WHAT THIS TASK INVOLVES -> What the task needs is the data below, written out verbatim.

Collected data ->
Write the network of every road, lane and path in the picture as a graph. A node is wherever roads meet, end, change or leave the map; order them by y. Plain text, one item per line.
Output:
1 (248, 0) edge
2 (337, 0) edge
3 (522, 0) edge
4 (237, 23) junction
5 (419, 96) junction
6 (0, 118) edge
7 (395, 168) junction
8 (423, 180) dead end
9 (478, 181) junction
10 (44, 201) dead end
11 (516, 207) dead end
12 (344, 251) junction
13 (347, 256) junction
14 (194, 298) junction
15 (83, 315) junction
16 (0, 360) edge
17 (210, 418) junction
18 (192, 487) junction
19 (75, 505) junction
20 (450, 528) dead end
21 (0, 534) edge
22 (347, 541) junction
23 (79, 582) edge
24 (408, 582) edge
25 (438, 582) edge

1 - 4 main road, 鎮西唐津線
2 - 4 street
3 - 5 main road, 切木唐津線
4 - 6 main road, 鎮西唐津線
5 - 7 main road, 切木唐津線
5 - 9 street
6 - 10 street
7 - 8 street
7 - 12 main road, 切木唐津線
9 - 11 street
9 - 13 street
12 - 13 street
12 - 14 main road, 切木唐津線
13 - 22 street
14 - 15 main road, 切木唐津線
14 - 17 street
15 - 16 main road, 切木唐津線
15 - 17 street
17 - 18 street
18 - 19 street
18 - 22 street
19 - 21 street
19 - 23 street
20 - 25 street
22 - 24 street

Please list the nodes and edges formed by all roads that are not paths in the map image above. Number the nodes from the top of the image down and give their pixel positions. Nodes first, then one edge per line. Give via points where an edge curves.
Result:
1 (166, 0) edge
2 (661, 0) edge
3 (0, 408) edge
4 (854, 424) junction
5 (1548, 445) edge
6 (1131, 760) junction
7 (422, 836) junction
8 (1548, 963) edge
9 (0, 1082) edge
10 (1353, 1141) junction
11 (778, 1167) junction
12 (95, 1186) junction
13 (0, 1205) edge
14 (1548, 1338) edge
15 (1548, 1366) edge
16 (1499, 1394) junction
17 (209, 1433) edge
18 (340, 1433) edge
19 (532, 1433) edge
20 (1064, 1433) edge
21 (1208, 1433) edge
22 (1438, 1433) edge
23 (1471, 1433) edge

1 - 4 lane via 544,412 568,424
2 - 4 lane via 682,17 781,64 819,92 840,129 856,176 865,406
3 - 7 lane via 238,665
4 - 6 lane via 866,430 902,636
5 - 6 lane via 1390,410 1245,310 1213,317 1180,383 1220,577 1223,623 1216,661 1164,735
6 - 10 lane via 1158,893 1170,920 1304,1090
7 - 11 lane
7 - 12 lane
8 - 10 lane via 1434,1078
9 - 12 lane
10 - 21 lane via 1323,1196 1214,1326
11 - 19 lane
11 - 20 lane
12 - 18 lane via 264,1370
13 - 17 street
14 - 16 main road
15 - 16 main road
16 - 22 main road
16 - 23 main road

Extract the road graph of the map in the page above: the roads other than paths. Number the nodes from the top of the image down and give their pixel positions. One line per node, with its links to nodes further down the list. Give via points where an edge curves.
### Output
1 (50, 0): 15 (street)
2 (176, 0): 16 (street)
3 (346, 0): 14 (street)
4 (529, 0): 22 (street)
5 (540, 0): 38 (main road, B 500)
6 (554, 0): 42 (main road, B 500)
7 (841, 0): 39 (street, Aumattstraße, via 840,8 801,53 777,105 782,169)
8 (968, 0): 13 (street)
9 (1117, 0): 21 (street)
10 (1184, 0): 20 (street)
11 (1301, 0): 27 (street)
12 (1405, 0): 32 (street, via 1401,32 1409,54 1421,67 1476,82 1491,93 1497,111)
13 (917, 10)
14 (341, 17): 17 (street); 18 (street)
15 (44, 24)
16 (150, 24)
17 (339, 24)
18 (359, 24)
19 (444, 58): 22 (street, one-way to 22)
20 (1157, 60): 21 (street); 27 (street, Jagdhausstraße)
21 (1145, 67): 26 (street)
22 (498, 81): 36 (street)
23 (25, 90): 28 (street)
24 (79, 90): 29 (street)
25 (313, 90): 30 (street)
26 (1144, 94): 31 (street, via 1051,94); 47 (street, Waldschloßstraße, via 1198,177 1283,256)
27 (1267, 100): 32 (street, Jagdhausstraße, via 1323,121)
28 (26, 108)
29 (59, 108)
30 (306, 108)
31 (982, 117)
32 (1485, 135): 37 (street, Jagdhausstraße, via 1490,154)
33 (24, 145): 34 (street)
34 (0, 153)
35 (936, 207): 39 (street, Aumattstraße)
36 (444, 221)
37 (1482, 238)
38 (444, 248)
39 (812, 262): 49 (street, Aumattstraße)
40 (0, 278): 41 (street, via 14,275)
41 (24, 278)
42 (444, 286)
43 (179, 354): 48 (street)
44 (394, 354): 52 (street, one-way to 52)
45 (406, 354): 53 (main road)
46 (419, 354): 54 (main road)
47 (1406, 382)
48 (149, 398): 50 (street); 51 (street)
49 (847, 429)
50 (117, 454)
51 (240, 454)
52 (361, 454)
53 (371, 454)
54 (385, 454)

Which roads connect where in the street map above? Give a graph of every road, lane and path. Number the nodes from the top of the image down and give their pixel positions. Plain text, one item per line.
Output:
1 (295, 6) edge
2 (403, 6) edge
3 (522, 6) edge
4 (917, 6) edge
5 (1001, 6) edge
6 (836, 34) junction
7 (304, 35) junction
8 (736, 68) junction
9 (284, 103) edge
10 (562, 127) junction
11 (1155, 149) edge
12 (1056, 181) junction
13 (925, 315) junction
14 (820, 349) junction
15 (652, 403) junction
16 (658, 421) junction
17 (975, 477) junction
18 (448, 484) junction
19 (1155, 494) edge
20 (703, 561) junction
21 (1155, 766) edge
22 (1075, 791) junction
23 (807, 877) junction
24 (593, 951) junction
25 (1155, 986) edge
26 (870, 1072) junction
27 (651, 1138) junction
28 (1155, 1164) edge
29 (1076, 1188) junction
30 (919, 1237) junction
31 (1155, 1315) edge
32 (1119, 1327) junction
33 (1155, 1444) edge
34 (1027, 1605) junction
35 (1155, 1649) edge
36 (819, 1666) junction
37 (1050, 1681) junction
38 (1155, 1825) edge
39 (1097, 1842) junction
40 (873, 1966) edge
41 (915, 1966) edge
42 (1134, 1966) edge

TASK RESULT ->
Write the network of every road, lane and path in the picture as a graph. A node is wherever roads meet, end, change or leave the map; order them by y. Plain text, one item per line.
Output:
1 (248, 0) edge
2 (337, 0) edge
3 (522, 0) edge
4 (237, 23) junction
5 (419, 96) junction
6 (0, 118) edge
7 (395, 168) junction
8 (423, 180) dead end
9 (478, 181) junction
10 (44, 201) dead end
11 (516, 207) dead end
12 (344, 251) junction
13 (347, 256) junction
14 (194, 298) junction
15 (83, 315) junction
16 (0, 360) edge
17 (210, 418) junction
18 (192, 487) junction
19 (75, 505) junction
20 (450, 528) dead end
21 (0, 534) edge
22 (347, 541) junction
23 (79, 582) edge
24 (408, 582) edge
25 (438, 582) edge

1 - 4 main road, 鎮西唐津線
2 - 4 street
3 - 5 main road, 切木唐津線
4 - 6 main road, 鎮西唐津線
5 - 7 main road, 切木唐津線
5 - 9 street
6 - 10 street
7 - 8 street
7 - 12 main road, 切木唐津線
9 - 11 street
9 - 13 street
12 - 13 street
12 - 14 main road, 切木唐津線
13 - 22 street
14 - 15 main road, 切木唐津線
14 - 17 street
15 - 16 main road, 切木唐津線
15 - 17 street
17 - 18 street
18 - 19 street
18 - 22 street
19 - 21 street
19 - 23 street
20 - 25 street
22 - 24 street

Please list the nodes and edges formed by all roads that are not paths in the map image above. Number the nodes from the top of the image down and give their pixel positions. Nodes first, then one edge per line. Give via points where an edge curves.
Result:
1 (166, 0) edge
2 (661, 0) edge
3 (0, 408) edge
4 (854, 424) junction
5 (1548, 445) edge
6 (1131, 760) junction
7 (422, 836) junction
8 (1548, 963) edge
9 (0, 1082) edge
10 (1353, 1141) junction
11 (778, 1167) junction
12 (95, 1186) junction
13 (0, 1205) edge
14 (1548, 1338) edge
15 (1548, 1366) edge
16 (1499, 1394) junction
17 (209, 1433) edge
18 (340, 1433) edge
19 (532, 1433) edge
20 (1064, 1433) edge
21 (1208, 1433) edge
22 (1438, 1433) edge
23 (1471, 1433) edge

1 - 4 lane via 544,412 568,424
2 - 4 lane via 682,17 781,64 819,92 840,129 856,176 865,406
3 - 7 lane via 238,665
4 - 6 lane via 866,430 902,636
5 - 6 lane via 1390,410 1245,310 1213,317 1180,383 1220,577 1223,623 1216,661 1164,735
6 - 10 lane via 1158,893 1170,920 1304,1090
7 - 11 lane
7 - 12 lane
8 - 10 lane via 1434,1078
9 - 12 lane
10 - 21 lane via 1323,1196 1214,1326
11 - 19 lane
11 - 20 lane
12 - 18 lane via 264,1370
13 - 17 street
14 - 16 main road
15 - 16 main road
16 - 22 main road
16 - 23 main road

Extract the road graph of the map in the page above: the roads other than paths. Number the nodes from the top of the image down and give their pixel positions. One line per node, with its links to nodes further down the list. Give via points where an edge curves.
### Output
1 (50, 0): 15 (street)
2 (176, 0): 16 (street)
3 (346, 0): 14 (street)
4 (529, 0): 22 (street)
5 (540, 0): 38 (main road, B 500)
6 (554, 0): 42 (main road, B 500)
7 (841, 0): 39 (street, Aumattstraße, via 840,8 801,53 777,105 782,169)
8 (968, 0): 13 (street)
9 (1117, 0): 21 (street)
10 (1184, 0): 20 (street)
11 (1301, 0): 27 (street)
12 (1405, 0): 32 (street, via 1401,32 1409,54 1421,67 1476,82 1491,93 1497,111)
13 (917, 10)
14 (341, 17): 17 (street); 18 (street)
15 (44, 24)
16 (150, 24)
17 (339, 24)
18 (359, 24)
19 (444, 58): 22 (street, one-way to 22)
20 (1157, 60): 21 (street); 27 (street, Jagdhausstraße)
21 (1145, 67): 26 (street)
22 (498, 81): 36 (street)
23 (25, 90): 28 (street)
24 (79, 90): 29 (street)
25 (313, 90): 30 (street)
26 (1144, 94): 31 (street, via 1051,94); 47 (street, Waldschloßstraße, via 1198,177 1283,256)
27 (1267, 100): 32 (street, Jagdhausstraße, via 1323,121)
28 (26, 108)
29 (59, 108)
30 (306, 108)
31 (982, 117)
32 (1485, 135): 37 (street, Jagdhausstraße, via 1490,154)
33 (24, 145): 34 (street)
34 (0, 153)
35 (936, 207): 39 (street, Aumattstraße)
36 (444, 221)
37 (1482, 238)
38 (444, 248)
39 (812, 262): 49 (street, Aumattstraße)
40 (0, 278): 41 (street, via 14,275)
41 (24, 278)
42 (444, 286)
43 (179, 354): 48 (street)
44 (394, 354): 52 (street, one-way to 52)
45 (406, 354): 53 (main road)
46 (419, 354): 54 (main road)
47 (1406, 382)
48 (149, 398): 50 (street); 51 (street)
49 (847, 429)
50 (117, 454)
51 (240, 454)
52 (361, 454)
53 (371, 454)
54 (385, 454)

Which roads connect where in the street map above? Give a graph of every road, lane and path. Number the nodes from the top of the image down and give their pixel positions. Plain text, one item per line.
Output:
1 (295, 6) edge
2 (403, 6) edge
3 (522, 6) edge
4 (917, 6) edge
5 (1001, 6) edge
6 (836, 34) junction
7 (304, 35) junction
8 (736, 68) junction
9 (284, 103) edge
10 (562, 127) junction
11 (1155, 149) edge
12 (1056, 181) junction
13 (925, 315) junction
14 (820, 349) junction
15 (652, 403) junction
16 (658, 421) junction
17 (975, 477) junction
18 (448, 484) junction
19 (1155, 494) edge
20 (703, 561) junction
21 (1155, 766) edge
22 (1075, 791) junction
23 (807, 877) junction
24 (593, 951) junction
25 (1155, 986) edge
26 (870, 1072) junction
27 (651, 1138) junction
28 (1155, 1164) edge
29 (1076, 1188) junction
30 (919, 1237) junction
31 (1155, 1315) edge
32 (1119, 1327) junction
33 (1155, 1444) edge
34 (1027, 1605) junction
35 (1155, 1649) edge
36 (819, 1666) junction
37 (1050, 1681) junction
38 (1155, 1825) edge
39 (1097, 1842) junction
40 (873, 1966) edge
41 (915, 1966) edge
42 (1134, 1966) edge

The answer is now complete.